I began reading about Witchcraft when I was in my early teens. I remember my introduction, the first book I picked up. It was at some store in the mall, and was Raymond Buckland’s Complete Book of Witchcraft. This book is now a classic and I still have mine, though it is so beat up…..
When I purchased this book, I knew that my father would protest. I knew that it was necessary to hide it from him. He, being a fundamentalist Christian preacher, he was of the close-minded sort. I knew that my interest in anything other than his brand of Christianity. I essentially was saying “F#%* You!
At first when I bought the book it may have been an act of rebellion, but as I began to read about it, I found it intriguing. Parts of it truly resonated with me. I began to dig deeper, knowing that it was something I was interested it “trying out.”

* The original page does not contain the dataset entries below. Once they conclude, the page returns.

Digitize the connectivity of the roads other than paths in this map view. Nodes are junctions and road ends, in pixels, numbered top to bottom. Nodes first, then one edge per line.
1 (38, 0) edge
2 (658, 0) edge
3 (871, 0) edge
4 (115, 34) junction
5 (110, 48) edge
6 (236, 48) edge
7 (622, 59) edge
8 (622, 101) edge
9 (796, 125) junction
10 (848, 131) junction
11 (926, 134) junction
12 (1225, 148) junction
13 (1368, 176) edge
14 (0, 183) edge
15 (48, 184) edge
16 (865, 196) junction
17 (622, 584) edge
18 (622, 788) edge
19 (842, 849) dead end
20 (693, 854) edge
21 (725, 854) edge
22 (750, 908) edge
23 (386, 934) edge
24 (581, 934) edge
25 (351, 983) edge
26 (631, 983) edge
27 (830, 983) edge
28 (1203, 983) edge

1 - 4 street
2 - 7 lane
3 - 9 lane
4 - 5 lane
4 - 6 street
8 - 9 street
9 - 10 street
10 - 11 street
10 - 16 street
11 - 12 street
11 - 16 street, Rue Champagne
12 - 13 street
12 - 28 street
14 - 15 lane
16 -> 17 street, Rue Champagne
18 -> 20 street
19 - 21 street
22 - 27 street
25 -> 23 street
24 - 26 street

I knew that my father’s house was not a place that I could learn freely. Information was guarded in the hopes that we would not be led astray. However, I never believed that my school would be hostile toward my pursuit of new information.
I lugged the book with me to school. I was an honor student with good grades. I was feature editor of our school newspaper, and I hung out with every “type” of person. I had always held school as sacred and a place where I could explore information and, ultimately, learn. I could not have been more wrong.
One day as I was reading my book, a student caught site of it and ripped it from my hands (literally ripping the cover). She ran to the front of the room and gave it to the teacher. I was angry and asked for it back. The teacher was mortified, after looking at the book, and told me to sit down and that I could get it from the principal.
That day, after school, I had to do the Walk of Shame, right to the principal’s office. There she proceeded to lecture me on “good decisions.” She told me that she had half a mind to call my father, which really did frighten me. Eventually, though, she did give it back to me only on the condition that I not bring it to school. She said that such an act was “disruptive,” as if I had intentionally caused a commotion by reading a book in class.
This incident showed me how fear is bred into us; how people fear indiscriminately. They allow hearsay to dictate their beliefs without ever delving deeply and finding the truth of or about what they are being asked or told to fear. I realized that by studying Witchcraft and other Forbidden Knowledge, whether I liked it or not, I was in a sense saying FTW!